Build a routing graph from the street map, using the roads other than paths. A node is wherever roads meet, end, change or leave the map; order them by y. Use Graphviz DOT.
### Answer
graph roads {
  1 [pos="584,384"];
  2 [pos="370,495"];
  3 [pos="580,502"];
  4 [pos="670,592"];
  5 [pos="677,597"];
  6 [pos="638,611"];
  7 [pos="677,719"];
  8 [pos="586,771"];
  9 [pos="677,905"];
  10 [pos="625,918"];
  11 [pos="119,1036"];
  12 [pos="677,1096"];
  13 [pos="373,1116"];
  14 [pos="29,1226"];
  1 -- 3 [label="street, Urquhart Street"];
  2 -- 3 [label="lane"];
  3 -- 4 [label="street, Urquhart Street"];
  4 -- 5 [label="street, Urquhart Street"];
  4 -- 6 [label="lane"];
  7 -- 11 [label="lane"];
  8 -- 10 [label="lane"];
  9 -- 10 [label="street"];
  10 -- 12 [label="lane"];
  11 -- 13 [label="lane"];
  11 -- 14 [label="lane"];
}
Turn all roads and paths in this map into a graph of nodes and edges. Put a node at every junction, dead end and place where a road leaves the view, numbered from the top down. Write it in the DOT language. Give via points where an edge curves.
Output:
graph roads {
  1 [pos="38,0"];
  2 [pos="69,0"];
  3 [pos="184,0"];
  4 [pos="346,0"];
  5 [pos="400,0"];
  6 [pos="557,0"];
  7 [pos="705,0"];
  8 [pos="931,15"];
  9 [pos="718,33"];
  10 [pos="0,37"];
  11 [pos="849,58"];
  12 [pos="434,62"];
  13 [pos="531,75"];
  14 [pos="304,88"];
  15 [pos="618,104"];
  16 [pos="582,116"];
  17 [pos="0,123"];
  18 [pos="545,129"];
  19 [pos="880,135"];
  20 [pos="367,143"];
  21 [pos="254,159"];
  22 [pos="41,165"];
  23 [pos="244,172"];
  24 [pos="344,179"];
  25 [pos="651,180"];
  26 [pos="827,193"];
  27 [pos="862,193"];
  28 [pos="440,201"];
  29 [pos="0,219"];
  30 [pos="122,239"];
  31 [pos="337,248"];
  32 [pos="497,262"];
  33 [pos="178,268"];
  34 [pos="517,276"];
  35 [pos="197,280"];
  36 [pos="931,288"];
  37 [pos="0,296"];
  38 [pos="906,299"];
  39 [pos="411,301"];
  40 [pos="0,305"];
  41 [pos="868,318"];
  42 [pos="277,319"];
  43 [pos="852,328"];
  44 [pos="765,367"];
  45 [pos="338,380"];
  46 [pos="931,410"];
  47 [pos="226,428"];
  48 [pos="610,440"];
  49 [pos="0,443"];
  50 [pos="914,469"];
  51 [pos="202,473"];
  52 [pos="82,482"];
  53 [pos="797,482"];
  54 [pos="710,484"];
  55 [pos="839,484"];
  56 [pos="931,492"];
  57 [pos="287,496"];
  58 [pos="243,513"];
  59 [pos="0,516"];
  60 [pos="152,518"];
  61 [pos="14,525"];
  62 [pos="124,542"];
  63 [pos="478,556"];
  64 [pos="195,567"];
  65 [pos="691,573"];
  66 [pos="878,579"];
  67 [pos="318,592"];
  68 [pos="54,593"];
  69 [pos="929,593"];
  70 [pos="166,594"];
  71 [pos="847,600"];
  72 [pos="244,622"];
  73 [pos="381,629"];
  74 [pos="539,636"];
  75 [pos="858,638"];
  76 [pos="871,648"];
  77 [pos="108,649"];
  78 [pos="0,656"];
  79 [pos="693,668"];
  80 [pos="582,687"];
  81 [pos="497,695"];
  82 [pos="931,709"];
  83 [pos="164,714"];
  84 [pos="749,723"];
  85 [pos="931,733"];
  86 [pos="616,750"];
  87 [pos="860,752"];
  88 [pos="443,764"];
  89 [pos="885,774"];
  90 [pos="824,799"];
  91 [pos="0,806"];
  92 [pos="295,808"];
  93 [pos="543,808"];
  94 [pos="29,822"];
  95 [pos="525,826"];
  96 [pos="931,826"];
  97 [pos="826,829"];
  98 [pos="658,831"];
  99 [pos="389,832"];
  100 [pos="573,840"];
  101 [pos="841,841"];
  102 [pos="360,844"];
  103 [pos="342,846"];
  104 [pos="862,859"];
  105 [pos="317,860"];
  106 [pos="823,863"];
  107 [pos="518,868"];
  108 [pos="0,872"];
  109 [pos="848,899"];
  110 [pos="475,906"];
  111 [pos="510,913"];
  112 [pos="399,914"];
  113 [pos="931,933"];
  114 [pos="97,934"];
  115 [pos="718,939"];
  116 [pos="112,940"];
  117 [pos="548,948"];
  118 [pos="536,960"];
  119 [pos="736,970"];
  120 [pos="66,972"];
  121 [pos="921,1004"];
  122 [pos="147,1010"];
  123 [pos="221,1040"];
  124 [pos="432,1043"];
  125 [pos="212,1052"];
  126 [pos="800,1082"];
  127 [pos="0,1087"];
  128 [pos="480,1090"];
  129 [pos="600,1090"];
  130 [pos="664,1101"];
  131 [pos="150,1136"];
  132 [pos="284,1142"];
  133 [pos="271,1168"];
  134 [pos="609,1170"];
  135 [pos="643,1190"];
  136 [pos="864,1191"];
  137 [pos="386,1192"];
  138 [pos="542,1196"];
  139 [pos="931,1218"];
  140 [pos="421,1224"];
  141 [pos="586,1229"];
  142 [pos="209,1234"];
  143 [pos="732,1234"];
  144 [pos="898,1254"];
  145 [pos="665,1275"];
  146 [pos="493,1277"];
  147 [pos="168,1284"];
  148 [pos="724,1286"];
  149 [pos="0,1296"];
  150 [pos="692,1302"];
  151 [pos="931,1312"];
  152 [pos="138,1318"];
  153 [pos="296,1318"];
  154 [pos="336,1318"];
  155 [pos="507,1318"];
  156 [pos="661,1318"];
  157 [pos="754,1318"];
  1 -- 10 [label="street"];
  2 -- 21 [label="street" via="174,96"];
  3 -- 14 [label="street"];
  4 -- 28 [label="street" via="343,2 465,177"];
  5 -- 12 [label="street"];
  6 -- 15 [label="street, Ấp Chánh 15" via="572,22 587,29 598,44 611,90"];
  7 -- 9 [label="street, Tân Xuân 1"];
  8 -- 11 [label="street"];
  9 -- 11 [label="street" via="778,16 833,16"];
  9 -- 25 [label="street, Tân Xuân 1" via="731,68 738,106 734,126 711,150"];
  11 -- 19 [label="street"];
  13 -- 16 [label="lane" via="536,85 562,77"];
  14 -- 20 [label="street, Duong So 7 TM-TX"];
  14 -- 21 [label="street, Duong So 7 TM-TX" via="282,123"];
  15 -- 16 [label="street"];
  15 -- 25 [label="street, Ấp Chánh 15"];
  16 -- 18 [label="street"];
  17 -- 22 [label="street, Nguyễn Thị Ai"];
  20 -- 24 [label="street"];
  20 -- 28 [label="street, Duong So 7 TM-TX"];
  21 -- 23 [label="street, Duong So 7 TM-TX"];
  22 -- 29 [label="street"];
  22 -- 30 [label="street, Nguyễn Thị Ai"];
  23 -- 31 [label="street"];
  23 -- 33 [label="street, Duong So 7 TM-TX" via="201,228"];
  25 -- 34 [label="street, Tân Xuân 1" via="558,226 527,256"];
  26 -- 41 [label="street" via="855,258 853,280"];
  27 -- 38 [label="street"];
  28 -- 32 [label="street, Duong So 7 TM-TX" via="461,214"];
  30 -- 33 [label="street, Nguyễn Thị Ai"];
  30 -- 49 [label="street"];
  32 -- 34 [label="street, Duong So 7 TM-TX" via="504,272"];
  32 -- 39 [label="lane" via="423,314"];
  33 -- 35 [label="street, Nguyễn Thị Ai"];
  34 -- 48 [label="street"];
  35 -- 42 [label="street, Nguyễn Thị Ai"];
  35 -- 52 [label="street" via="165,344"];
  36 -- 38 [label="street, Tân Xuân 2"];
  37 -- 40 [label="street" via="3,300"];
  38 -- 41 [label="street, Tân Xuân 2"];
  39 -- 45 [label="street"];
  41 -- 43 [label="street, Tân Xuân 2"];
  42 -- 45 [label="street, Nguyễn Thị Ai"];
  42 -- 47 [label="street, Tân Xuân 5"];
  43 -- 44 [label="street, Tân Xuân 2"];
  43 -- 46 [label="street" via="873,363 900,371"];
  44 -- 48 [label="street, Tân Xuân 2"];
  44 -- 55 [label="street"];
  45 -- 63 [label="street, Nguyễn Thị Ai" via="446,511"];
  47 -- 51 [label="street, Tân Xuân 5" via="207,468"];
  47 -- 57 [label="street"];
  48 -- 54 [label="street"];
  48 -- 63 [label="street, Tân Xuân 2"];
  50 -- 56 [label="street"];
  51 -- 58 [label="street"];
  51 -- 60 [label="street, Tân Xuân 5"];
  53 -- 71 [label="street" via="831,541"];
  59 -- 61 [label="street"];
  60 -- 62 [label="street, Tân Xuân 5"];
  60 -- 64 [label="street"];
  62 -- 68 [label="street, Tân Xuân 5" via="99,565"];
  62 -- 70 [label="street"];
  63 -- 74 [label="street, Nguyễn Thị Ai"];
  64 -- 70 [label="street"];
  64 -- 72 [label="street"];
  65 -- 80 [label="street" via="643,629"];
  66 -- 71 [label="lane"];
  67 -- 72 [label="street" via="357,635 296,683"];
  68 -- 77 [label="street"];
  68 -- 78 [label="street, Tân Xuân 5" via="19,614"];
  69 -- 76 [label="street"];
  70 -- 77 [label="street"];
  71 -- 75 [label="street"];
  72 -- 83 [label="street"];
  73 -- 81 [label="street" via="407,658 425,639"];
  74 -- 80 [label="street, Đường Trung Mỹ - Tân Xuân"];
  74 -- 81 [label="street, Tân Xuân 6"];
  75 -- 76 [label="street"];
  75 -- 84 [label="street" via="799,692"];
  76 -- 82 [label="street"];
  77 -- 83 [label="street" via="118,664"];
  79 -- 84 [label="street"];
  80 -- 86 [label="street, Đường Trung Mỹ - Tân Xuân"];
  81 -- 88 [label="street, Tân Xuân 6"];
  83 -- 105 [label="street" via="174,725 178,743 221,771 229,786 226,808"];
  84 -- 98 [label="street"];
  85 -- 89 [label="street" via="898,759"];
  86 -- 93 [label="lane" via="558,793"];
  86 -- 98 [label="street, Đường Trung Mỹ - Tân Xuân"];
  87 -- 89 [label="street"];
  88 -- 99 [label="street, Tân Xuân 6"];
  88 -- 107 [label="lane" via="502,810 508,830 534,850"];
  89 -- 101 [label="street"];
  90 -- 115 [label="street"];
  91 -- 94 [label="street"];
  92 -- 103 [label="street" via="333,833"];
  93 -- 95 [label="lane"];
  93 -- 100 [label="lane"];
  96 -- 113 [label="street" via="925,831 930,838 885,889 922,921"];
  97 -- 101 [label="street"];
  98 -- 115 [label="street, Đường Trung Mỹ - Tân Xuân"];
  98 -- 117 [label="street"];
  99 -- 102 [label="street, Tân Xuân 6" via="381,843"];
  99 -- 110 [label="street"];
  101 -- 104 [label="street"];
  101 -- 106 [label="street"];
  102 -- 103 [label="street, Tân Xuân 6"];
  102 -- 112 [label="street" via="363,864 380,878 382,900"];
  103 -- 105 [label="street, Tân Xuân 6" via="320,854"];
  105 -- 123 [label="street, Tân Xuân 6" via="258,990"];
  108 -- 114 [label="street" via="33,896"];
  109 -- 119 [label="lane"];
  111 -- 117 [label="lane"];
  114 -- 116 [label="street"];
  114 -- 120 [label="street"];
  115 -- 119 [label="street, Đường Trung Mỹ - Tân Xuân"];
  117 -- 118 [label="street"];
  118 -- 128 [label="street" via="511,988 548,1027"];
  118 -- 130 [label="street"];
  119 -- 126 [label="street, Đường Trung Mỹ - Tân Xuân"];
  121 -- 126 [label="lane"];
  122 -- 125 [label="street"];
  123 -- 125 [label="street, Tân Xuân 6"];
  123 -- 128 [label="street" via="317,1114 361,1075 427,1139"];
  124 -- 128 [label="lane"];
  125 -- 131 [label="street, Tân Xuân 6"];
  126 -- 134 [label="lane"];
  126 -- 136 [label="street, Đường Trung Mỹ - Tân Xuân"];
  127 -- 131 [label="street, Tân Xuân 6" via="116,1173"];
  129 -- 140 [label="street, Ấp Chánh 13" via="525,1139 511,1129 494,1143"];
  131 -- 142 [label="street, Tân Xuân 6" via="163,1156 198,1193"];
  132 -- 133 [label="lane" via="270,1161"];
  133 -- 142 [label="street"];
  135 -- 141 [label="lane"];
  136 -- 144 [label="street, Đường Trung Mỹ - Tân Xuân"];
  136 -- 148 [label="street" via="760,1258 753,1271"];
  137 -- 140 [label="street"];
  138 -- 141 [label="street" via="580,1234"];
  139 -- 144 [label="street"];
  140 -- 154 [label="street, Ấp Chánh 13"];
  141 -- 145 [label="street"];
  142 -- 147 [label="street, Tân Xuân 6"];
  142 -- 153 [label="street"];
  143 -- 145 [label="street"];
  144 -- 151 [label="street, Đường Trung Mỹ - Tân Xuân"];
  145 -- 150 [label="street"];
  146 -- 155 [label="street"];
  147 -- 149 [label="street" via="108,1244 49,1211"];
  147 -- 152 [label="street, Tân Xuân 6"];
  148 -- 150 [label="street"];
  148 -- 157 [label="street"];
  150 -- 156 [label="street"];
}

Exercise requirements —
Write out again, exactly, the lines from the start of the entries up to and including the one with "Turn all roads". Nothing else belongs in the reply.

Solution to this exercise —
Build a routing graph from the street map, using the roads other than paths. A node is wherever roads meet, end, change or leave the map; order them by y. Use Graphviz DOT.
### Answer
graph roads {
  1 [pos="584,384"];
  2 [pos="370,495"];
  3 [pos="580,502"];
  4 [pos="670,592"];
  5 [pos="677,597"];
  6 [pos="638,611"];
  7 [pos="677,719"];
  8 [pos="586,771"];
  9 [pos="677,905"];
  10 [pos="625,918"];
  11 [pos="119,1036"];
  12 [pos="677,1096"];
  13 [pos="373,1116"];
  14 [pos="29,1226"];
  1 -- 3 [label="street, Urquhart Street"];
  2 -- 3 [label="lane"];
  3 -- 4 [label="street, Urquhart Street"];
  4 -- 5 [label="street, Urquhart Street"];
  4 -- 6 [label="lane"];
  7 -- 11 [label="lane"];
  8 -- 10 [label="lane"];
  9 -- 10 [label="street"];
  10 -- 12 [label="lane"];
  11 -- 13 [label="lane"];
  11 -- 14 [label="lane"];
}
Turn all roads and paths in this map into a graph of nodes and edges. Put a node at every junction, dead end and place where a road leaves the view, numbered from the top down. Write it in the DOT language. Give via points where an edge curves.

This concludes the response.